> _Brief_: From the first line below to the last, reproduce the material exactly and leave out the images.

> _Record extracts_:
=== Begin Enclosure ===

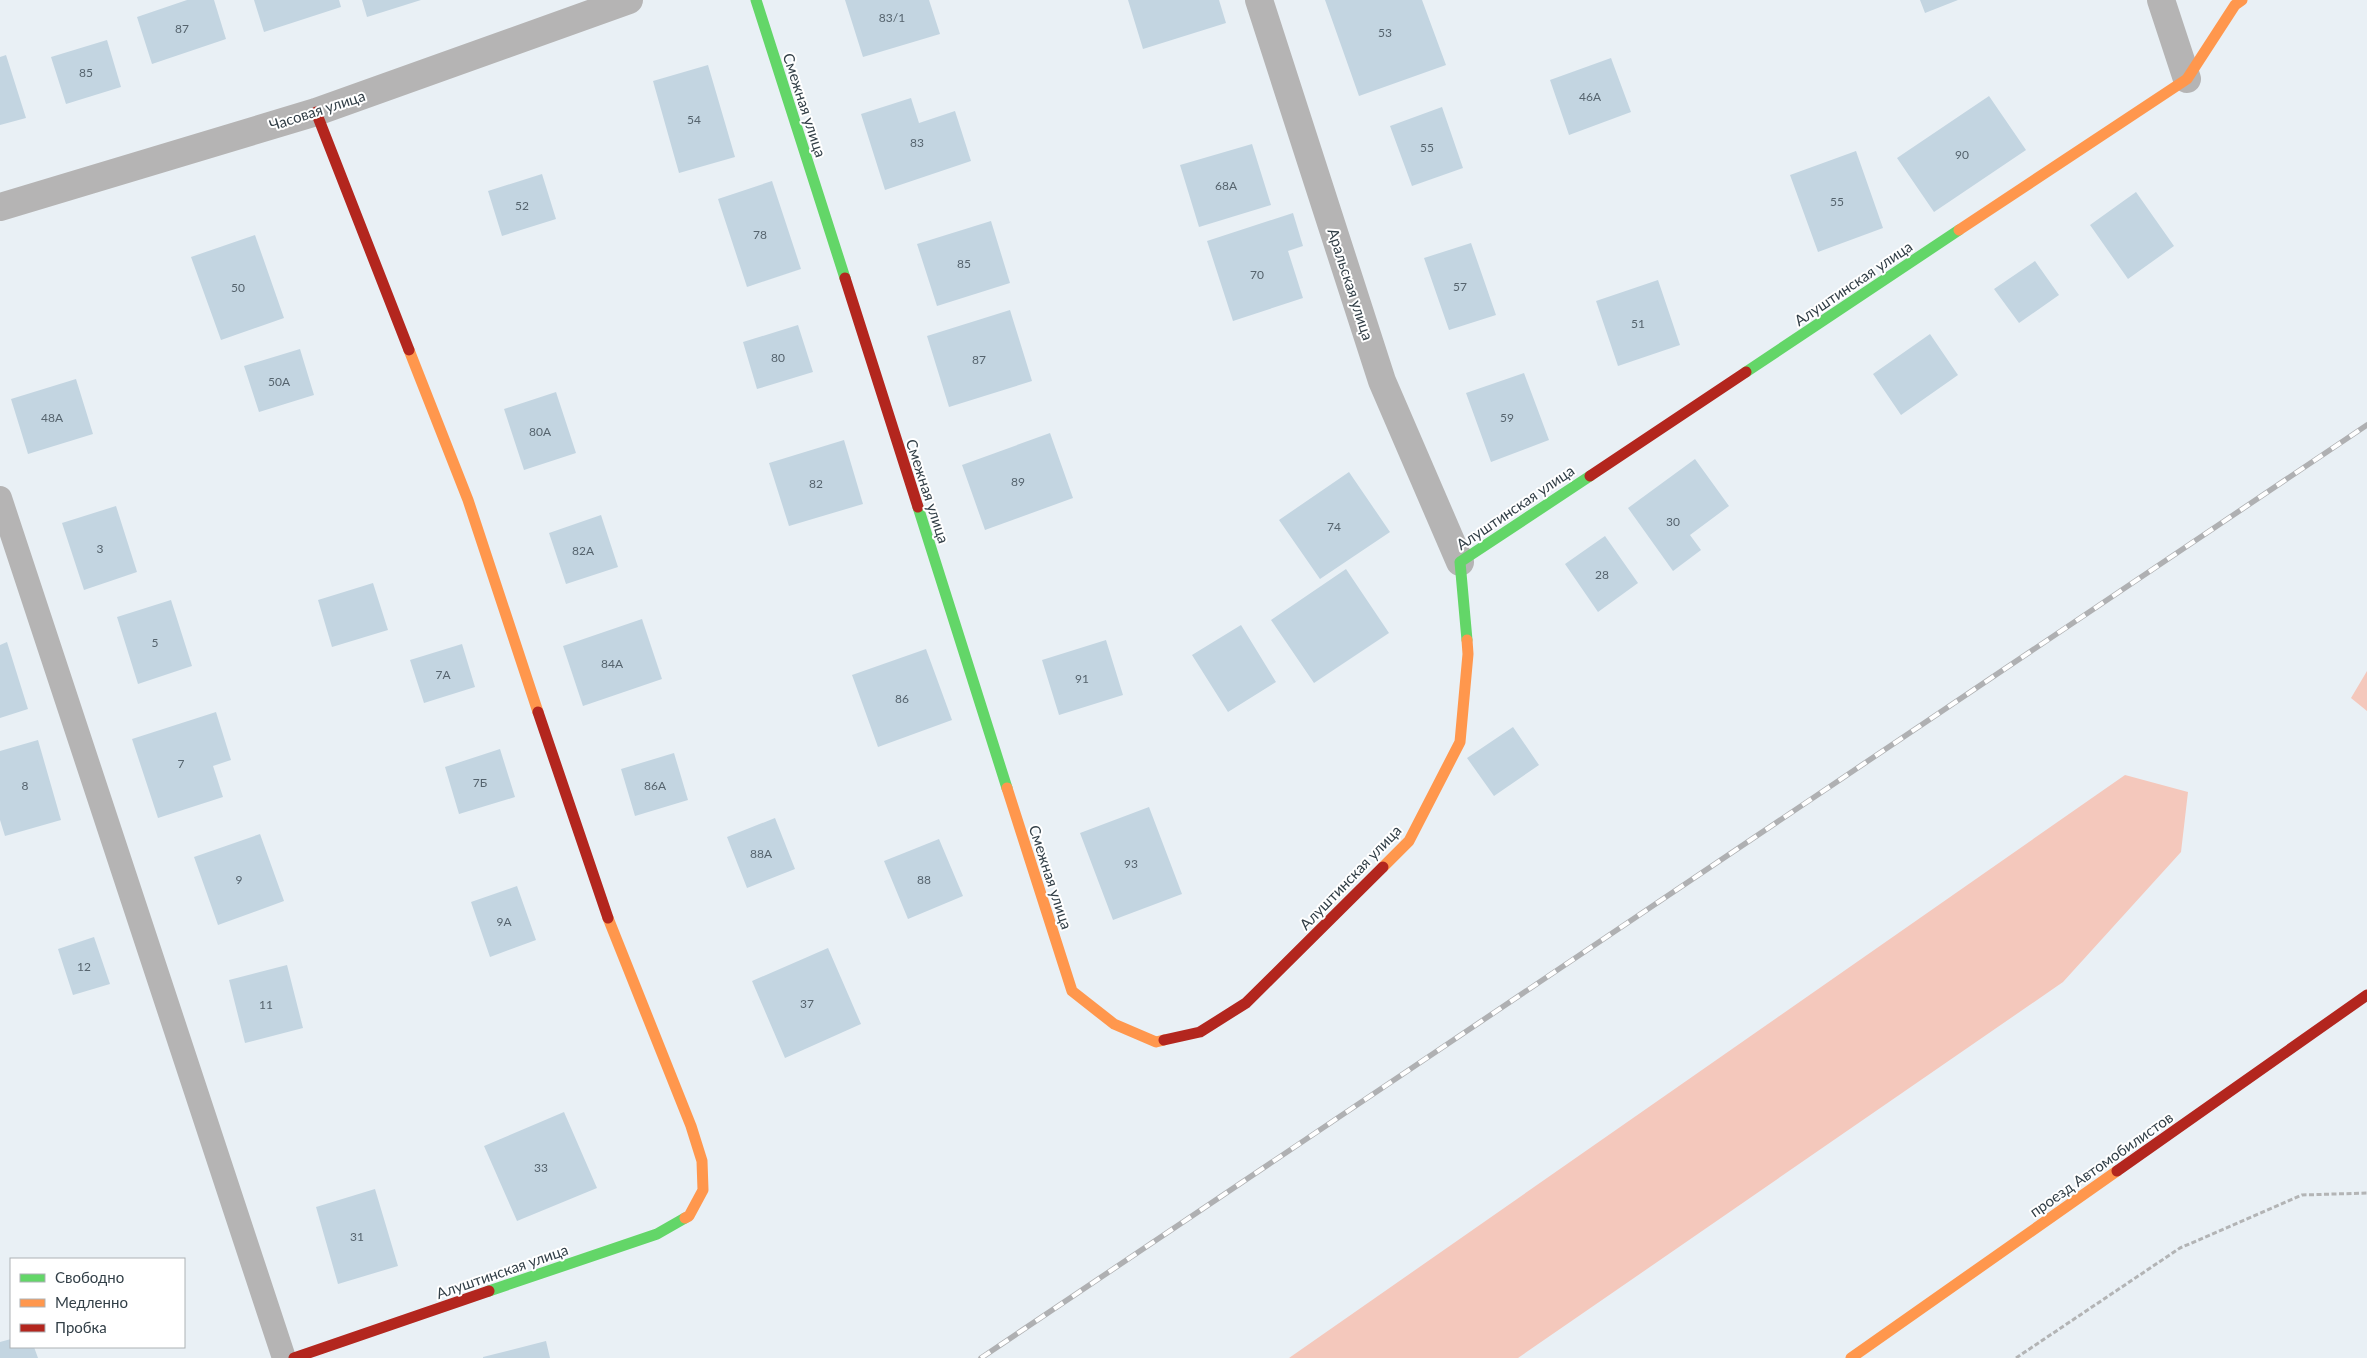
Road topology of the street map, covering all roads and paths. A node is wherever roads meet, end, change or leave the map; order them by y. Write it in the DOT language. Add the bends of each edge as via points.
graph roads {
  1 [pos="629,0"];
  2 [pos="756,0"];
  3 [pos="1259,0"];
  4 [pos="2161,0"];
  5 [pos="2242,0"];
  6 [pos="2187,79"];
  7 [pos="316,112"];
  8 [pos="0,207"];
  9 [pos="0,498"];
  10 [pos="1460,562"];
  11 [pos="1072,991"];
  12 [pos="2367,995"];
  13 [pos="2367,1193"];
  14 [pos="284,1358"];
  15 [pos="294,1358"];
  16 [pos="1852,1358"];
  17 [pos="2016,1358"];
  1 -- 7 [label="street, Часовая улица"];
  2 -- 11 [label="street, Смежная улица"];
  3 -- 10 [label="street, Аральская улица" via="1382,381"];
  4 -- 6 [label="street"];
  5 -- 6 [label="street" via="2235,5"];
  6 -- 10 [label="street, Алуштинская улица"];
  7 -- 8 [label="street, Часовая улица"];
  7 -- 15 [label="street, Алуштинская улица" via="468,500 598,894 691,1126 702,1161 703,1190 689,1216 657,1234"];
  9 -- 14 [label="lane"];
  10 -- 11 [label="street, Алуштинская улица" via="1468,654 1460,742 1409,841 1246,1003 1200,1032 1156,1042 1114,1024"];
  12 -- 16 [label="street, проезд Автомобилистов"];
  13 -- 17 [label="path" via="2302,1195 2180,1248"];
}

=== End Enclosure ===

> _Exercise solution_:
Road topology of the street map, covering all roads and paths. A node is wherever roads meet, end, change or leave the map; order them by y. Write it in the DOT language. Add the bends of each edge as via points.
graph roads {
  1 [pos="629,0"];
  2 [pos="756,0"];
  3 [pos="1259,0"];
  4 [pos="2161,0"];
  5 [pos="2242,0"];
  6 [pos="2187,79"];
  7 [pos="316,112"];
  8 [pos="0,207"];
  9 [pos="0,498"];
  10 [pos="1460,562"];
  11 [pos="1072,991"];
  12 [pos="2367,995"];
  13 [pos="2367,1193"];
  14 [pos="284,1358"];
  15 [pos="294,1358"];
  16 [pos="1852,1358"];
  17 [pos="2016,1358"];
  1 -- 7 [label="street, Часовая улица"];
  2 -- 11 [label="street, Смежная улица"];
  3 -- 10 [label="street, Аральская улица" via="1382,381"];
  4 -- 6 [label="street"];
  5 -- 6 [label="street" via="2235,5"];
  6 -- 10 [label="street, Алуштинская улица"];
  7 -- 8 [label="street, Часовая улица"];
  7 -- 15 [label="street, Алуштинская улица" via="468,500 598,894 691,1126 702,1161 703,1190 689,1216 657,1234"];
  9 -- 14 [label="lane"];
  10 -- 11 [label="street, Алуштинская улица" via="1468,654 1460,742 1409,841 1246,1003 1200,1032 1156,1042 1114,1024"];
  12 -- 16 [label="street, проезд Автомобилистов"];
  13 -- 17 [label="path" via="2302,1195 2180,1248"];
}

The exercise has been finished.